As of 2023, the CEOs of the five largest health insurers made roughly $75 million dollars combined in annual compensation.

This year, the average health insurance premium that individuals pay for employer-sponsored health insurance — the largest source of health care coverage for non-elderly Americans — increased 6 percent to almost $9,000 per year, and premiums for families increased 7 percent to just under $26,000 per year, according to the health policy research nonprofit KFF. Since 2014, the average family premium cost has risen 52 percent, outpacing inflation.

Regardless of mounting insurance costs, many Americans are still forced to pay out of pocket for procedures — or go without care — thanks to insurers’ practice of denying coverage.
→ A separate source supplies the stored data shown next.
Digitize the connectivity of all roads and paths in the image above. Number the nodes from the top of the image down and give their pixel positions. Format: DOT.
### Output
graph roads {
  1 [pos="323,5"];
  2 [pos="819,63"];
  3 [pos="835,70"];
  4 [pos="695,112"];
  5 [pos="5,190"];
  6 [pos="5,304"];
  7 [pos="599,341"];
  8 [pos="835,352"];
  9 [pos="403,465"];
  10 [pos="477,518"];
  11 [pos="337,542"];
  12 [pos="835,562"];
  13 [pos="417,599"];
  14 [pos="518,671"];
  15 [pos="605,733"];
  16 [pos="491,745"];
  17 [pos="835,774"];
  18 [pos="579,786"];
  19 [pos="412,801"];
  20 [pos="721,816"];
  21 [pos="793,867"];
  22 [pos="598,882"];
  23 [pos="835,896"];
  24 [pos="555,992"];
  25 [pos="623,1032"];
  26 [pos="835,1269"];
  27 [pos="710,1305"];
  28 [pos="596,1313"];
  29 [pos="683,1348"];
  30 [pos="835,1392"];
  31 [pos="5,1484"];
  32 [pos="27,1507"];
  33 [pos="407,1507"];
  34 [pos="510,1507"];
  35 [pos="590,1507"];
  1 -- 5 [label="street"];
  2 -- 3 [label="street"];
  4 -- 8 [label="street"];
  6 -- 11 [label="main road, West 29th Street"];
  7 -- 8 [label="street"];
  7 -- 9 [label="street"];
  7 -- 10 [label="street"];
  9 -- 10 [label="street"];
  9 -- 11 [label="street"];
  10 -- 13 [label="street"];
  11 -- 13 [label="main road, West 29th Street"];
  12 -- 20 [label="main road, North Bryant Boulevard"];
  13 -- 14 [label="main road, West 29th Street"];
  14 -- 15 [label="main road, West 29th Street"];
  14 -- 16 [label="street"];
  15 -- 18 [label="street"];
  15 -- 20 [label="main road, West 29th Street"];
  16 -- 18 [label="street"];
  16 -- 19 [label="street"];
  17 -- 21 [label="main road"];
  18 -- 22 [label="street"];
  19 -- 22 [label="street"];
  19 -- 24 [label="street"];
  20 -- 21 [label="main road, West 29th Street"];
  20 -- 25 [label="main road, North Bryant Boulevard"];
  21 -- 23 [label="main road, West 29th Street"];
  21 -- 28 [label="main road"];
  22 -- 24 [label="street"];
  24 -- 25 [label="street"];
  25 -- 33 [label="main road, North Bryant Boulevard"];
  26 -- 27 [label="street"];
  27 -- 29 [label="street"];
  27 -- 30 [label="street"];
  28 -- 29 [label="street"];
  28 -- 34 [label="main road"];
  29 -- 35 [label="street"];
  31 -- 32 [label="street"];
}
According to the Centers for Medicare and Medicaid Services, which manages federal health care programs, nearly 17 percent of in-network claims to insurers on the government’s health insurance exchange were denied in 2021.

A recent study asserted that UnitedHealthcare denies the most claims of any major health insurance company, rejecting about one in every three claims.

“UnitedHealthcare is the worst insurance company for paying claims,” concluded the study from the consumer spending analytics group, ValuePenguin, whose parent company is the online lending marketplace LendingTree.

Additionally, nearly one in every 12 Americans now has medical debt, with roughly three million people owing more than $10,000. The Consumer Financial Protection Bureau, an agency responsible for consumer protection in the financial sector, estimates that $88 billion worth of medical debt is reflected on individuals’ credit reports.

“When it comes to medical bills, Americans are often caught in a doom loop between their medical provider and insurance company,” Consumer Financial Protection Bureau Director Rohit Chopra said in 2022.

On Dec. 4, a masked assailant gunned down UnitedHealthcare’s CEO. Five days later, police arrested a suspect who reportedly was carrying a manifesto that criticized health insurance companies for prioritizing profits over patient care, according to reports.